The Pico Jano will be the end of the stage of the Vuelta a España 2022 and for this the last four kilometers will be paved

Panoramic image of the Alsa reservoir, in San Miguel de Aguayo. From there the final four kilometers of the stage start, which will have to be paved. / dm

The previous ascent to the Alsa reservoir and the subsequent arrangement of the new section will be the final fireworks of a day with a route that is guarded with suspicion, but that will hide a succession of ports

The Jano Peak. To be precise a few meters from the summit. There the goal of the stage of the Vuelta a España 2022 will be placed, which will end in Cantabria. The mountain returns in its purest state with a nod to cycling in the eighties, with the ascent to this mythical colossus located in the municipality of San Miguel de Aguayo and which was reached on several occasions in the extinct Vuelta a Cantabria. The cycling round will climb close to 1,150 meters of unevenness, where the Mediajo reservoir is located, the highest reservoir. Up to there, the final ascent will be 12.5 kilometers with an average unevenness greater than 8% and with ramps that reach double digits, with 11% in its initial section and with 13% in the last four kilometers, which They go from the Alsa reservoir to the top of Pico Jano, which must be paved for the round.

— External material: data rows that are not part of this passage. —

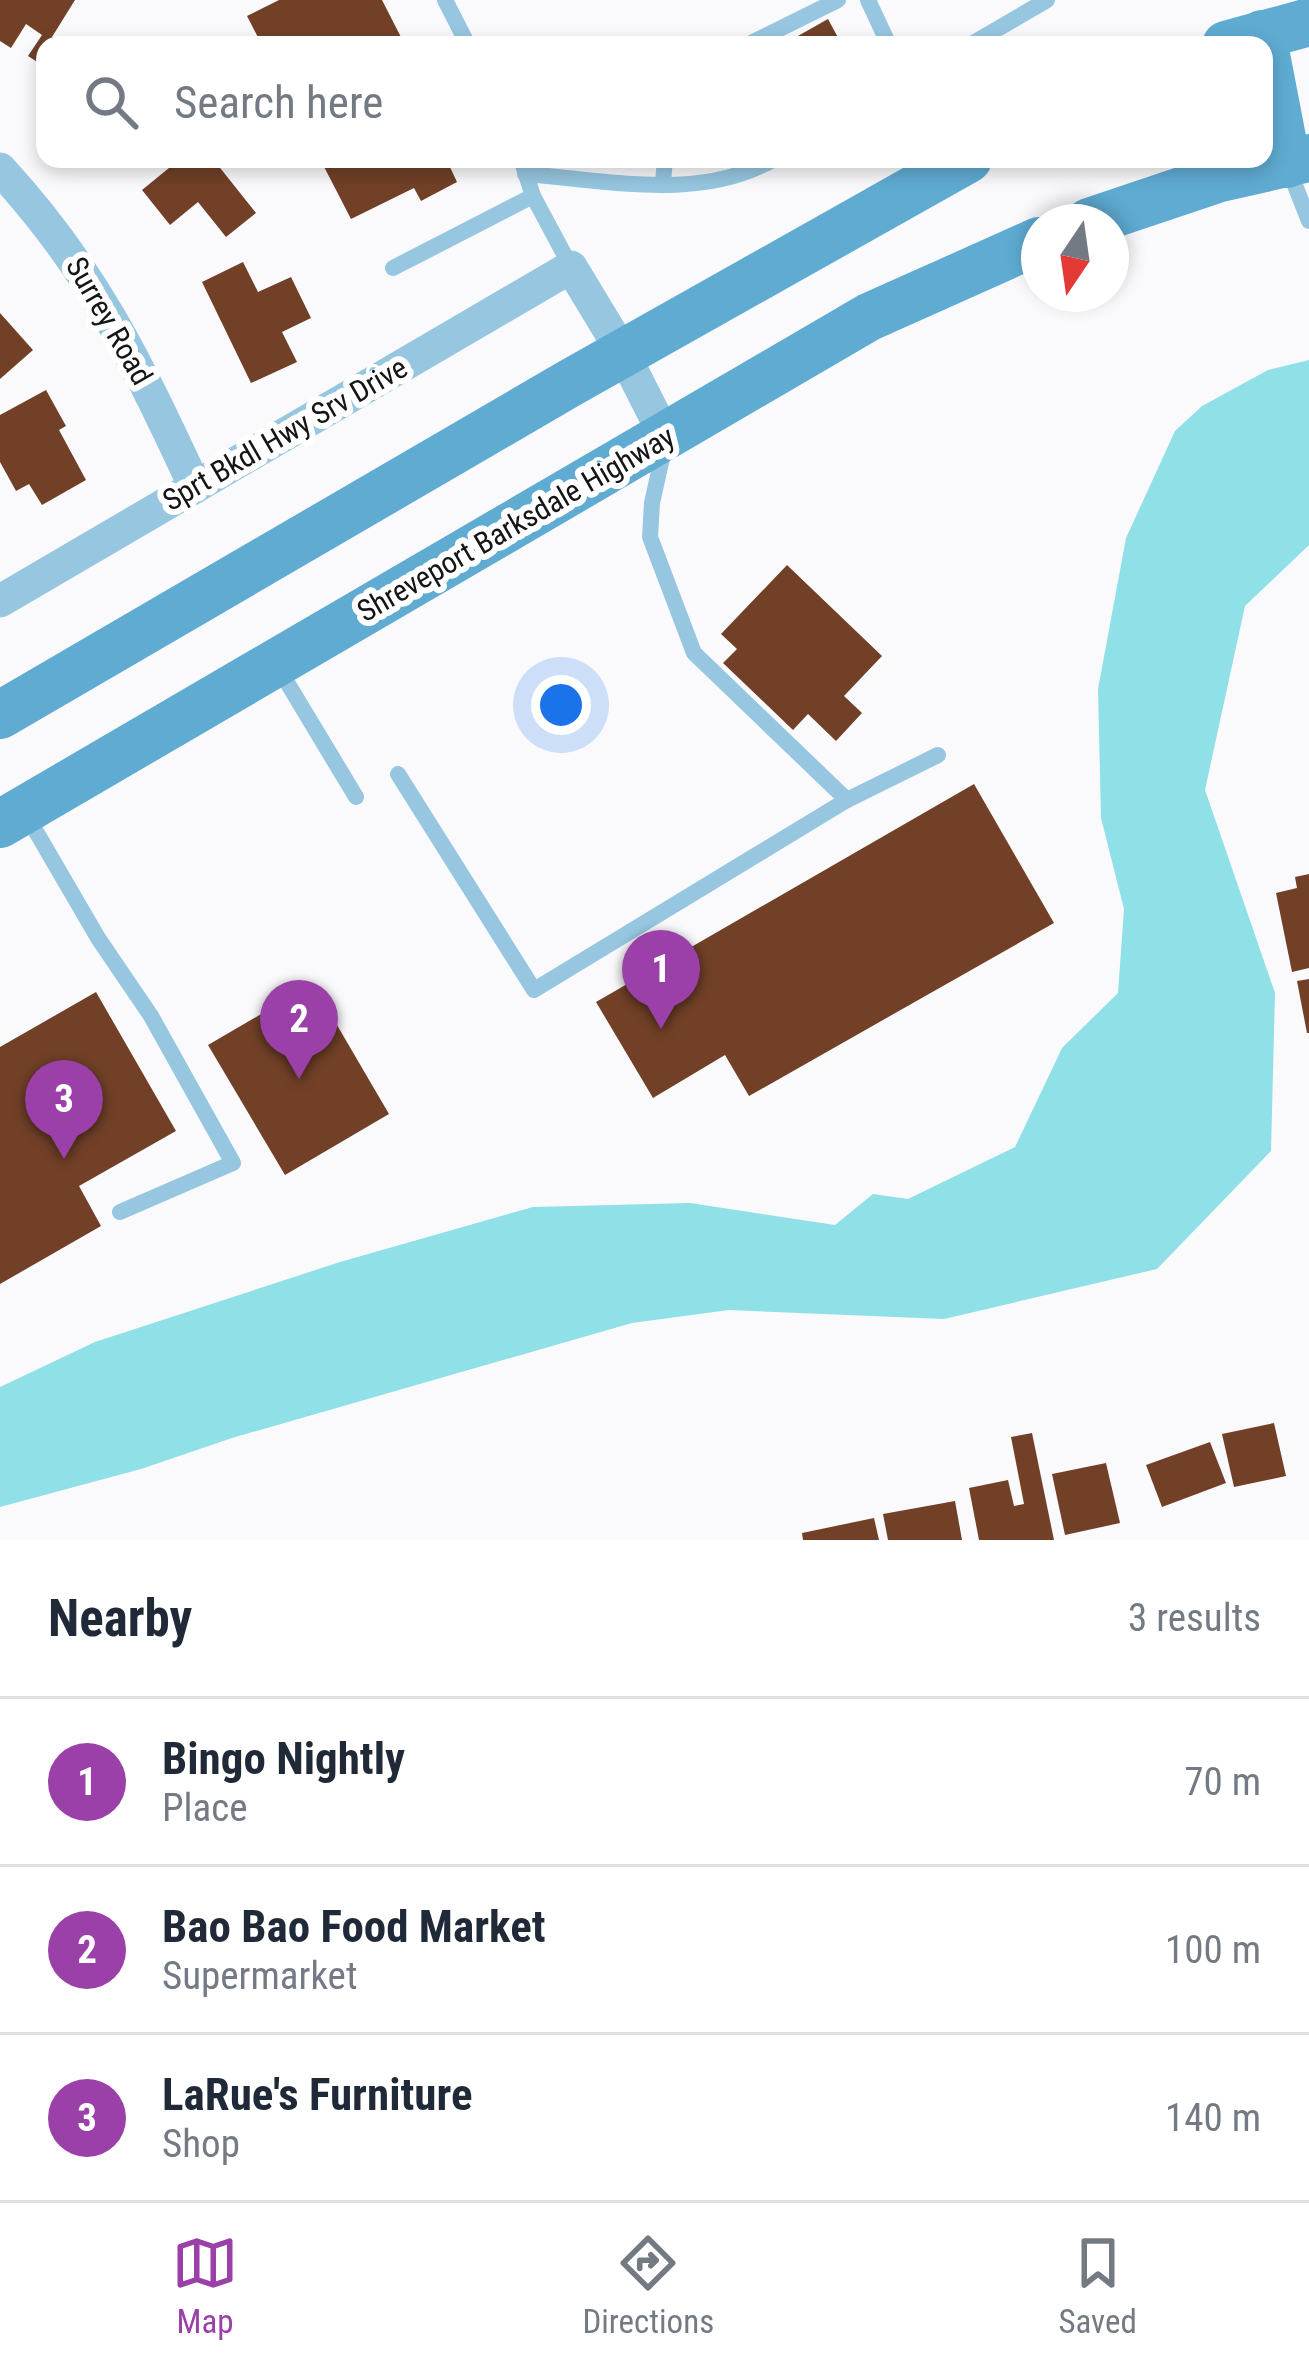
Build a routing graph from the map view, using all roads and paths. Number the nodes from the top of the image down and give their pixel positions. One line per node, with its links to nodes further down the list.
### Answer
1 (445, 0): 7 (lane)
2 (838, 0): 8 (lane)
3 (868, 0): 9 (lane)
4 (1047, 0): 10 (lane)
5 (1309, 22): 6 (main road)
6 (1249, 32)
7 (463, 36)
8 (765, 36)
9 (885, 36)
10 (985, 36)
11 (1273, 95): 12 (main road)
12 (1298, 161): 23 (lane)
13 (523, 168): 21 (lane)
14 (532, 168): 20 (lane)
15 (664, 168): 20 (lane)
16 (752, 168): 20 (lane)
17 (952, 168): 27 (main road)
18 (1266, 168): 22 (main road)
19 (0, 169): 29 (street, Surrey Road)
20 (663, 183)
21 (533, 196): 25 (lane); 26 (lane)
22 (1129, 209)
23 (1309, 221)
24 (1021, 249): 28 (main road, Shreveport Barksdale Highway)
25 (571, 267): 27 (street); 29 (street, Sprt Bkdl Hwy Srv Drive)
26 (393, 268)
27 (622, 353): 28 (street); 32 (main road)
28 (666, 438): 31 (main road, Shreveport Barksdale Highway); 36 (lane)
29 (195, 487): 30 (street, Sprt Bkdl Hwy Srv Drive)
30 (0, 601)
31 (275, 664): 35 (lane); 37 (main road, Shreveport Barksdale Highway)
32 (0, 715)
33 (938, 755): 36 (lane)
34 (398, 775): 36 (lane)
35 (356, 797)
36 (847, 800)
37 (12, 817): 38 (lane)
38 (120, 1212)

In the end, the organization of the Tour of Spain and the Government of Cantabria gave free rein to one of the initial proposals for the end of the stage. After finishing the 2021 round and agreeing that the Cantabrian stage would be mountainous, unlike the last two editions, several alternatives were put on the table. The Puente Viesgo Caves were considered, but the show fell short. The winding ascent to Miera with the subsequent extension to the Pozos de Noja was another option, but … Water. Finally, San Miguel de Aguayo took the award.

The climb to Pico Jano starts in Barcena de Pie de Concha with a smooth initial kilometer to later face four consecutive kilometers that range between 8% and 9%, where runners must overcome sections at 12% and endless straights. The route softens between the sixth and eighth kilometers, before reaching the first of the reservoirs, that of Alsa. The current paved road ends there, at an altitude of 850 meters. And there, a couple of weeks ago, several technicians from the Vuelta a España, responsible for the routes, traveled to inspect the possibilities on the spot. They were accompanied by members of the San Miguel de Aguayo City Council and the regional Executive. The option arose of paving the current track that leads from the Alsa reservoir to the summit of Pico Jano, around four kilometers in which the 300 meters of positive slope are exceeded.

After discarding other alternatives, the definitive yes was given, in the end with the commitment to adapt that last section that will turn the port into another colossus of the Cantabrian geography.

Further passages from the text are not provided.